Action item
For the records below, give the count of lines holding the word "DISTERNICHER" and nothing more.

(Stored items)
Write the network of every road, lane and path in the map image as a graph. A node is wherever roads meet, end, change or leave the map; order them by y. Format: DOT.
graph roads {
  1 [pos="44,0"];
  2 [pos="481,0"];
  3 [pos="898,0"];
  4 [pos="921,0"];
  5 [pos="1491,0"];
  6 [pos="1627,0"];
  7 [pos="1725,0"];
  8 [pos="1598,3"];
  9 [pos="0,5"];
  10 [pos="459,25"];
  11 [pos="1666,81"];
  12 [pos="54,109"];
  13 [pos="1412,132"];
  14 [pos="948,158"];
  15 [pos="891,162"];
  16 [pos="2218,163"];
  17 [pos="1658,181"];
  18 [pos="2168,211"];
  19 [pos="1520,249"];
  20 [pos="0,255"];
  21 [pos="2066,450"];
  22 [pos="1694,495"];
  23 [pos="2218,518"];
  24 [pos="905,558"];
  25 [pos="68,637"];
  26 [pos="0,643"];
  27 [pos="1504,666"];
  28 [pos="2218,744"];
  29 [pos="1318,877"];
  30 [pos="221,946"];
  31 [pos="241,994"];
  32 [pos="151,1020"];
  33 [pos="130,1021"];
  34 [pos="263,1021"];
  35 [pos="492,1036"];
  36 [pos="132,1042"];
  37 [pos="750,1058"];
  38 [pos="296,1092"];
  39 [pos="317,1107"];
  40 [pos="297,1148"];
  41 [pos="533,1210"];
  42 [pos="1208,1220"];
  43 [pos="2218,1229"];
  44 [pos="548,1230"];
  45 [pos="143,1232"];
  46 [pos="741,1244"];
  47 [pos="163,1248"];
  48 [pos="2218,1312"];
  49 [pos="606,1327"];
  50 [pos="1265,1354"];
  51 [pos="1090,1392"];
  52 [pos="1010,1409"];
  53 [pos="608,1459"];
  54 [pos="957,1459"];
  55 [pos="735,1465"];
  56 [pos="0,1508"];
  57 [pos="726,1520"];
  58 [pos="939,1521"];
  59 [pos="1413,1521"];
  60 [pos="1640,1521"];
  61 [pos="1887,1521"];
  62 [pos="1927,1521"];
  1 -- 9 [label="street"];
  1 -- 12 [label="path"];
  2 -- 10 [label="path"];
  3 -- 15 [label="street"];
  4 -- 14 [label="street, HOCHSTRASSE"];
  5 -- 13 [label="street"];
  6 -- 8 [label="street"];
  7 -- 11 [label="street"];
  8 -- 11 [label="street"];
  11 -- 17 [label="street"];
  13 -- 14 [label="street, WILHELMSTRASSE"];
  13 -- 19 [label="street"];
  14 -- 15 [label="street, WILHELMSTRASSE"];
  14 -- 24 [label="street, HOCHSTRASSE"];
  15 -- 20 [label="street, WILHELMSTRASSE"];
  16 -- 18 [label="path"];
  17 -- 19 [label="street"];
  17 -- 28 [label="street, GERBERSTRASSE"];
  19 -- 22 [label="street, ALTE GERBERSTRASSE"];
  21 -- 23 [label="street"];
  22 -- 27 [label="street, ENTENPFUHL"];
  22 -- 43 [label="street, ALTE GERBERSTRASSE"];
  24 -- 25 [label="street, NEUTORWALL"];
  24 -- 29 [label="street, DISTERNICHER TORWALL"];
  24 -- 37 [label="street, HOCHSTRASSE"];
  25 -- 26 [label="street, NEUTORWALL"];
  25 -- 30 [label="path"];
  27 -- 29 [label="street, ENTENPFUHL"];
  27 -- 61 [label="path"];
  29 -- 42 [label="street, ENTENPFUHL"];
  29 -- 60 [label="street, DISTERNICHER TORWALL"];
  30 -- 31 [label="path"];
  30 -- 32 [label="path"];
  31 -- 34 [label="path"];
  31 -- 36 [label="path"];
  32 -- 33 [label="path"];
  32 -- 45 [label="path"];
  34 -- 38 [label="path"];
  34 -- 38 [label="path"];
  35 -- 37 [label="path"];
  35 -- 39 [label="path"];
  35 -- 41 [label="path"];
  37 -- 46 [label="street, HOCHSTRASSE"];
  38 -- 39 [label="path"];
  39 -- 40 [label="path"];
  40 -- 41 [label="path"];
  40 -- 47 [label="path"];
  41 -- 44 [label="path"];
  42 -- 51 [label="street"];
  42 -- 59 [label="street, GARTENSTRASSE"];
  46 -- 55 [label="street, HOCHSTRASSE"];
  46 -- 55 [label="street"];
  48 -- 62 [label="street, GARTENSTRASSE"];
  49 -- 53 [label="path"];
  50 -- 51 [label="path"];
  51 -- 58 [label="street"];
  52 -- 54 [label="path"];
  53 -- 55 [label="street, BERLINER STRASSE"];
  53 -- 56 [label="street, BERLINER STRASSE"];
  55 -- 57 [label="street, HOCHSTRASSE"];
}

Exercise output
2